My grandmother died 23 years ago. On the day of her funeral, I had a secret burrowed down deep inside me.

Days before, while my father's voice had choked out the sad news across the phone line, my first morning urine worked away in a vial on the bathroom counter, turning the plastic stick an undeniable blue. My tears had sprung from sorrow but fell with joy.

At the funeral, the happy and the sad within me circled around and up and over each other, like ingredients in a recipe that refused to blend.

I was the firstborn child, the first grandchild, the first niece in my generation of our family. And my father was the firstborn in his generation.

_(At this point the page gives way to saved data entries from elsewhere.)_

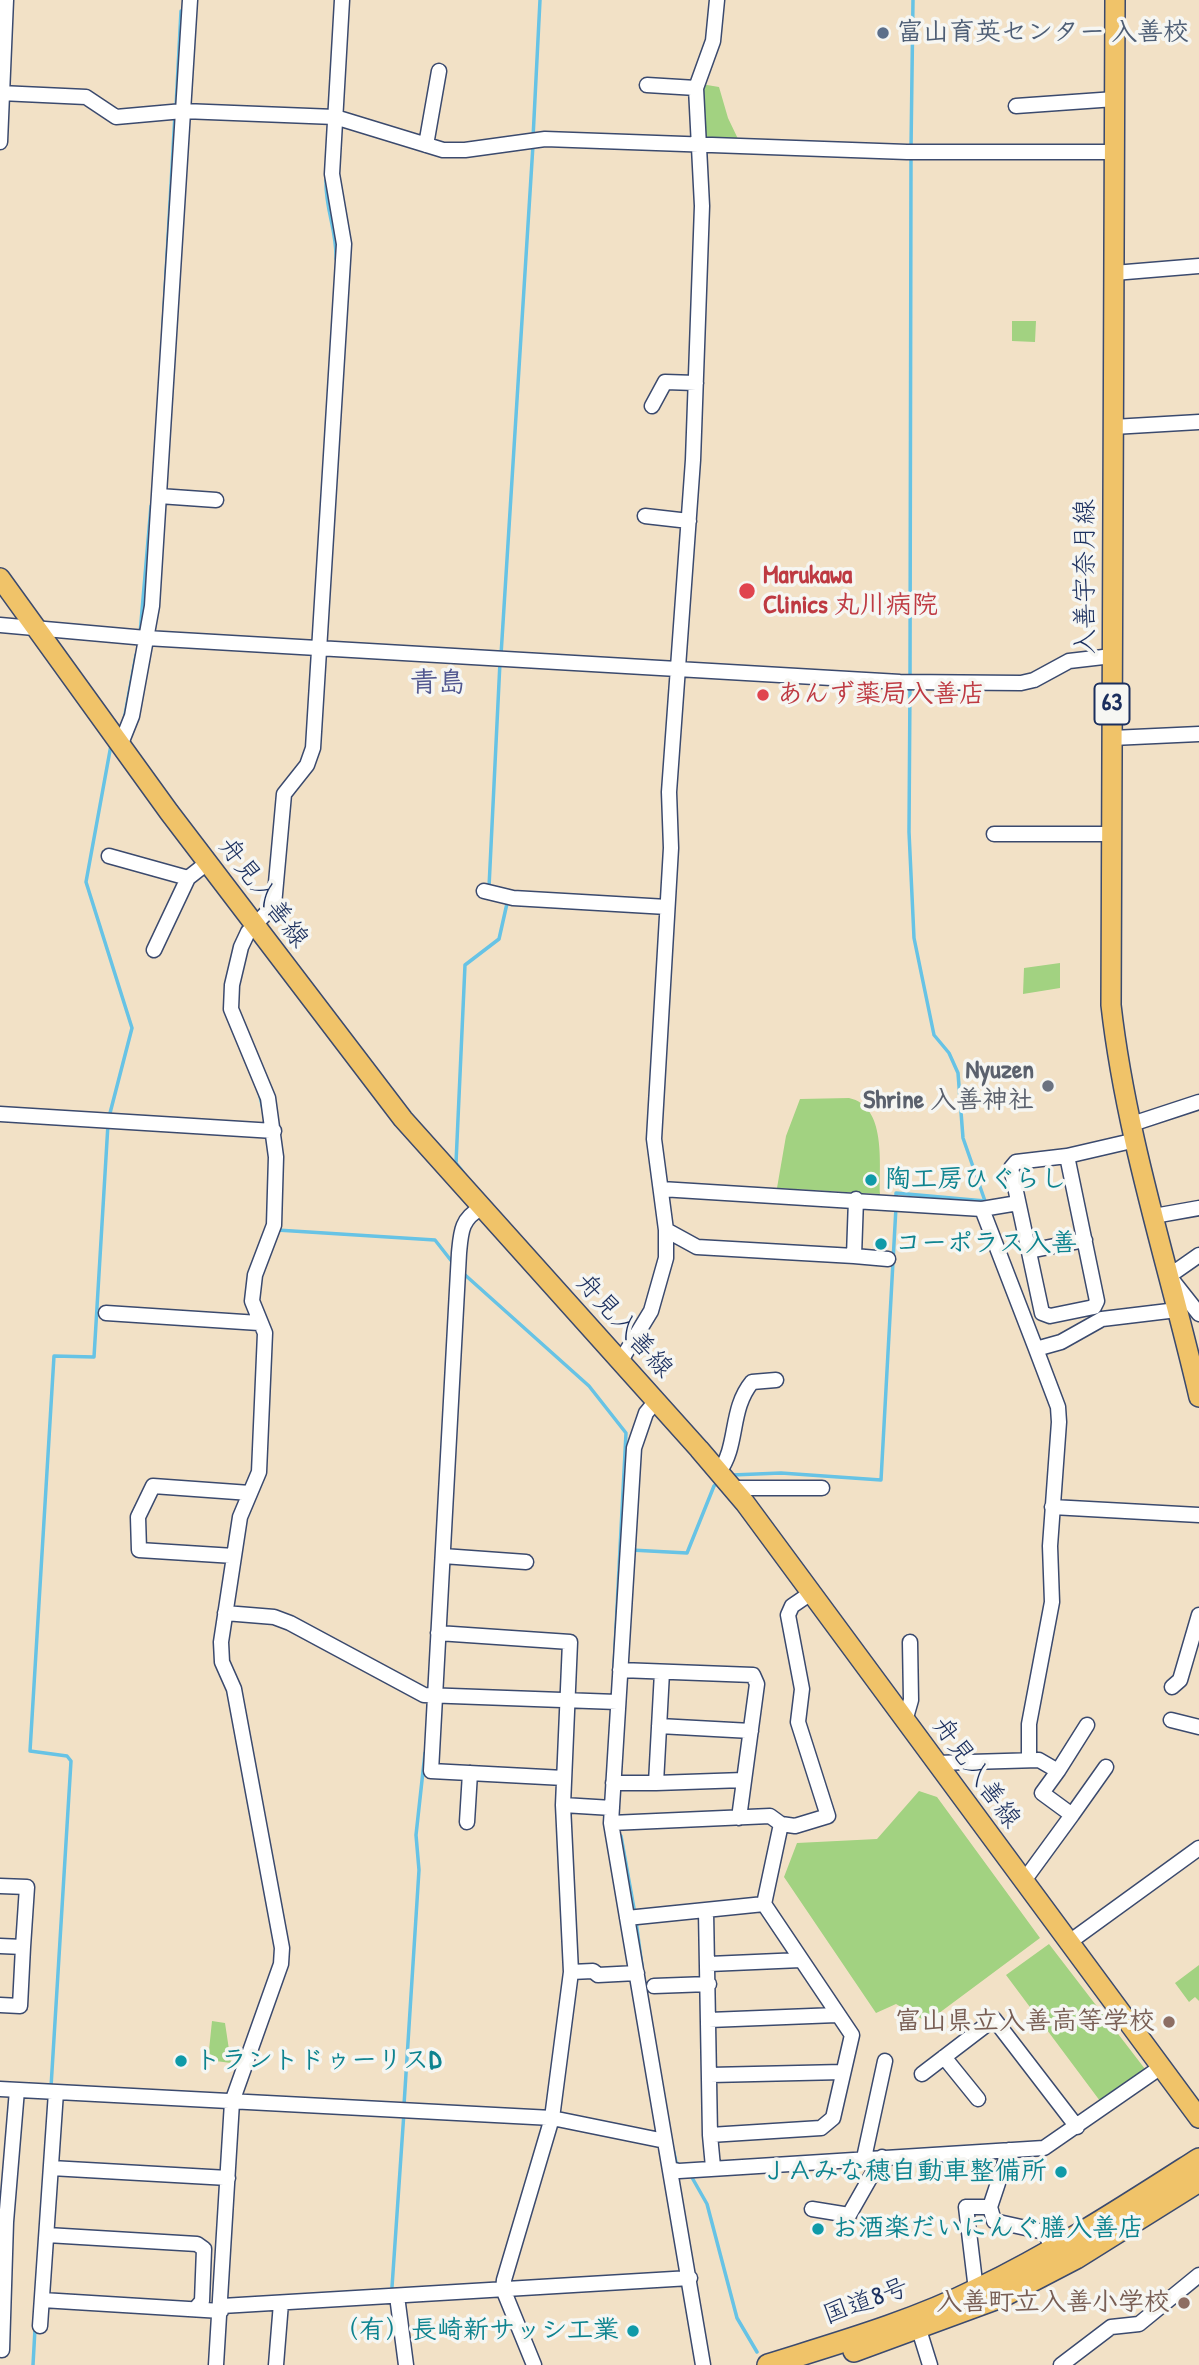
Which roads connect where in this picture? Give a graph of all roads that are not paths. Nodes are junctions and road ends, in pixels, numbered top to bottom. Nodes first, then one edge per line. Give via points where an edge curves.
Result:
1 (6, 0) edge
2 (190, 0) edge
3 (342, 0) edge
4 (717, 0) edge
5 (1115, 0) edge
6 (439, 71) dead end
7 (647, 85) dead end
8 (696, 88) junction
9 (2, 93) edge
10 (1115, 99) junction
11 (1016, 106) dead end
12 (183, 111) junction
13 (335, 117) junction
14 (0, 142) edge
15 (426, 145) junction
16 (700, 145) junction
17 (1116, 152) junction
18 (1199, 266) edge
19 (1114, 273) junction
20 (696, 383) junction
21 (652, 406) dead end
22 (1199, 422) edge
23 (1113, 427) junction
24 (159, 496) junction
25 (216, 500) dead end
26 (645, 516) dead end
27 (689, 521) junction
28 (0, 578) edge
29 (0, 625) edge
30 (34, 626) junction
31 (146, 638) junction
32 (319, 648) junction
33 (1112, 656) junction
34 (678, 671) junction
35 (1199, 734) edge
36 (1112, 738) junction
37 (120, 746) junction
38 (994, 834) dead end
39 (1111, 834) junction
40 (110, 856) dead end
41 (207, 863) junction
42 (188, 878) junction
43 (484, 891) dead end
44 (667, 907) junction
45 (255, 926) junction
46 (154, 950) dead end
47 (1199, 1102) edge
48 (0, 1114) edge
49 (274, 1131) junction
50 (1134, 1132) junction
51 (1067, 1156) junction
52 (661, 1189) junction
53 (856, 1199) junction
54 (1018, 1203) junction
55 (481, 1208) junction
56 (1199, 1208) edge
57 (982, 1209) junction
58 (1154, 1216) junction
59 (666, 1230) junction
60 (1085, 1240) junction
61 (1029, 1251) junction
62 (1199, 1255) edge
63 (854, 1256) junction
64 (888, 1259) dead end
65 (1169, 1276) junction
66 (1177, 1310) junction
67 (106, 1313) dead end
68 (1199, 1314) edge
69 (259, 1323) junction
70 (1037, 1349) junction
71 (620, 1362) junction
72 (776, 1380) dead end
73 (1199, 1397) edge
74 (656, 1401) junction
75 (719, 1472) junction
76 (732, 1488) junction
77 (822, 1488) dead end
78 (250, 1493) junction
79 (1052, 1507) junction
80 (1199, 1515) edge
81 (234, 1556) junction
82 (443, 1556) junction
83 (526, 1562) dead end
84 (811, 1593) junction
85 (225, 1613) junction
86 (1199, 1615) edge
87 (438, 1633) junction
88 (910, 1642) dead end
89 (620, 1670) junction
90 (662, 1672) junction
91 (1172, 1688) dead end
92 (435, 1695) junction
93 (568, 1701) junction
94 (617, 1702) junction
95 (1171, 1720) dead end
96 (905, 1721) junction
97 (1087, 1725) dead end
98 (659, 1726) junction
99 (1199, 1727) edge
100 (751, 1731) junction
101 (1029, 1760) junction
102 (936, 1763) junction
103 (1106, 1767) dead end
104 (1058, 1771) junction
105 (470, 1773) junction
106 (564, 1778) junction
107 (744, 1780) junction
108 (613, 1783) junction
109 (656, 1783) junction
110 (563, 1805) junction
111 (612, 1808) junction
112 (1072, 1815) junction
113 (739, 1818) junction
114 (467, 1822) dead end
115 (611, 1823) junction
116 (781, 1824) junction
117 (1199, 1849) edge
118 (1023, 1882) junction
119 (0, 1886) edge
120 (764, 1905) junction
121 (706, 1910) junction
122 (627, 1918) junction
123 (1068, 1943) junction
124 (0, 1946) edge
125 (23, 1948) junction
126 (801, 1960) junction
127 (709, 1964) junction
128 (571, 1972) junction
129 (636, 1973) junction
130 (709, 1983) junction
131 (654, 1986) dead end
132 (0, 2005) edge
133 (837, 2015) junction
134 (709, 2020) junction
135 (944, 2057) junction
136 (886, 2061) dead end
137 (1161, 2067) junction
138 (843, 2072) junction
139 (922, 2074) dead end
140 (710, 2075) junction
141 (0, 2089) edge
142 (17, 2090) junction
143 (56, 2092) junction
144 (978, 2099) dead end
145 (232, 2102) junction
146 (552, 2118) junction
147 (1199, 2118) edge
148 (1077, 2127) junction
149 (710, 2135) junction
150 (665, 2141) junction
151 (7, 2149) edge
152 (1009, 2150) junction
153 (882, 2157) junction
154 (864, 2158) junction
155 (1199, 2160) edge
156 (713, 2167) junction
157 (51, 2168) junction
158 (670, 2169) junction
159 (228, 2178) junction
160 (1199, 2181) edge
161 (989, 2207) junction
162 (812, 2209) dead end
163 (3, 2221) edge
164 (47, 2235) junction
165 (1054, 2250) junction
166 (1199, 2275) edge
167 (690, 2278) junction
168 (2, 2286) edge
169 (503, 2289) junction
170 (976, 2290) junction
171 (397, 2295) junction
172 (42, 2300) junction
173 (281, 2302) junction
174 (196, 2308) junction
175 (221, 2308) junction
176 (915, 2315) junction
177 (40, 2326) dead end
178 (2, 2350) dead end
179 (216, 2365) edge
180 (276, 2365) edge
181 (406, 2365) edge
182 (534, 2365) edge
183 (703, 2365) edge
184 (768, 2365) edge
185 (814, 2365) edge
186 (930, 2365) edge
187 (1061, 2365) edge

1 - 9 street
2 - 12 street
3 - 13 street
4 - 8 street via 713,41
5 - 10 main road, 入善宇奈月線 / 63
6 - 15 street
7 - 8 street
8 - 16 street
9 - 12 street via 86,97 116,117
9 - 14 street
10 - 11 street
10 - 17 main road, 入善宇奈月線 / 63
12 - 13 street
12 - 24 street
13 - 15 street
13 - 32 street via 332,174 344,244
15 - 16 street via 465,150 545,139
16 - 17 street via 907,152
16 - 20 street
17 - 19 main road, 入善宇奈月線 / 63
18 - 19 street
19 - 23 main road, 入善宇奈月線 / 63
20 - 21 street via 665,382
20 - 27 street
22 - 23 street
23 - 33 main road, 入善宇奈月線 / 63
24 - 25 street
24 - 31 street
26 - 27 street
27 - 34 street
28 - 30 main road, 舟見入善線
29 - 30 street
30 - 31 street
30 - 37 main road, 舟見入善線
31 - 32 street
31 - 37 street via 132,716
32 - 34 street
32 - 45 street via 313,748 307,765 284,794 274,905
33 - 34 street via 1069,661 1021,683
33 - 36 main road, 入善宇奈月線 / 63
34 - 44 street
35 - 36 street
36 - 39 main road, 入善宇奈月線 / 63
37 - 41 main road, 舟見入善線
38 - 39 street
39 - 50 main road, 入善宇奈月線 / 63 via 1111,1005
40 - 42 street
41 - 42 street
41 - 45 main road, 舟見入善線
42 - 46 street
43 - 44 street via 513,898
44 - 52 street via 654,1145
45 - 49 street via 241,947 231,1009 268,1098
45 - 55 main road, 舟見入善線 via 403,1119
47 - 50 street
48 - 49 street
49 - 69 street via 274,1225 255,1275 251,1301
50 - 51 street
50 - 58 main road, 入善宇奈月線 / 63
51 - 54 street via 1016,1162 1011,1168
51 - 60 street
52 - 53 street
52 - 59 street
53 - 57 street
53 - 63 street
54 - 57 street
54 - 61 street
55 - 71 main road, 舟見入善線
55 - 82 street via 468,1215 462,1226
56 - 58 street
57 - 70 street
58 - 65 main road, 入善宇奈月線 / 63
59 - 63 street via 697,1247
59 - 71 street via 659,1292
60 - 61 street
60 - 61 street via 1097,1300 1094,1307 1050,1316 1042,1313
62 - 65 street
63 - 64 street
65 - 66 main road, 入善宇奈月線 / 63
65 - 68 street
66 - 70 street via 1102,1320
66 - 73 main road, 入善宇奈月線 / 63
67 - 69 street
69 - 78 street via 265,1333 259,1472
70 - 79 street via 1058,1407
71 - 74 main road, 舟見入善線
72 - 75 street via 752,1382 740,1396 726,1462
74 - 75 main road, 舟見入善線
74 - 89 street via 646,1413 634,1448
75 - 76 main road, 舟見入善線
76 - 77 street
76 - 84 main road, 舟見入善線
78 - 81 street via 240,1517
78 - 81 street via 153,1486 138,1517 139,1550
79 - 80 street
79 - 101 street via 1052,1602 1029,1724
81 - 85 street
82 - 83 street
82 - 87 street
84 - 96 main road, 舟見入善線
84 - 116 street via 792,1606 788,1615 802,1689 798,1721 828,1816 795,1826
85 - 92 street via 290,1623 424,1695
85 - 145 street via 222,1661 234,1689 282,1948 281,1964
86 - 91 street via 1180,1679
87 - 92 street
87 - 93 street via 570,1642
88 - 96 street via 911,1700
89 - 90 street
89 - 94 street
90 - 98 street
90 - 100 street via 753,1675 757,1684
92 - 93 street
92 - 105 street via 431,1771
93 - 94 street
93 - 106 street
94 - 108 street
95 - 99 street
96 - 102 main road, 舟見入善線
97 - 104 street
98 - 100 street
98 - 109 street
100 - 107 street
101 - 102 street
101 - 104 street via 1040,1760
102 - 118 main road, 舟見入善線
103 - 112 street
104 - 112 street via 1042,1793
105 - 106 street
105 - 114 street
106 - 110 street
107 - 109 street
107 - 113 street
108 - 109 street
108 - 111 street
110 - 111 street
110 - 128 street
111 - 115 street
112 - 118 street
113 - 115 street
113 - 116 street via 770,1816
115 - 122 street
116 - 120 street
117 - 123 street
118 - 123 main road, 舟見入善線
119 - 125 street via 27,1888
120 - 121 street
120 - 126 street
121 - 122 street
121 - 127 street
122 - 129 street
123 - 137 main road, 舟見入善線
124 - 125 street
125 - 132 street via 20,2006
126 - 127 street
126 - 133 street
127 - 130 street
128 - 129 street
128 - 146 street
129 - 150 street
130 - 131 street
130 - 134 street
133 - 134 street
133 - 138 street via 852,2035
134 - 140 street
135 - 139 street
135 - 144 street
135 - 148 street via 994,2020
136 - 154 street
137 - 147 main road, 舟見入善線
137 - 148 street
138 - 140 street
138 - 149 street via 833,2118 821,2128
140 - 149 street
141 - 142 street
142 - 143 street
142 - 151 street
143 - 145 street
143 - 157 street
145 - 146 street
145 - 159 street
146 - 150 street
146 - 169 street
148 - 152 street via 1044,2148
149 - 156 street
150 - 158 street
151 - 163 street
152 - 153 street
152 - 161 street
153 - 154 street
153 - 162 street via 849,2215
154 - 156 street
155 - 165 highway, 国道8号
156 - 158 street
157 - 159 street
157 - 164 street
158 - 167 street
159 - 175 street
160 - 185 highway, 国道8号 via 1076,2258 1001,2297
161 - 165 street via 994,2221 1044,2232
161 - 170 street via 966,2207
163 - 168 street
164 - 172 street
164 - 174 street via 197,2244 204,2249 202,2301
165 - 170 highway, 国道8号
166 - 187 street via 1139,2324 1111,2327
167 - 169 street
167 - 183 street
168 - 178 street
169 - 171 street
169 - 182 street
170 - 176 highway, 国道8号
171 - 173 street
171 - 181 street
172 - 174 street
172 - 177 street
173 - 175 street
173 - 180 street
174 - 175 street
175 - 179 street
176 - 184 highway, 国道8号
176 - 186 street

I counted the months on my fingers; the baby would be born right alongside my father's fiftieth birthday. The firstborn in the next generation.

I placed my hand flat against my abdomen as my father and uncles carried their mother's casket past me. Everyone always said I had my grandmother's small shoulders and tiny wrists. I could see a a baby's fat cheek resting on her shoulder. I could see warm formula tested on her wrist, on my wrist.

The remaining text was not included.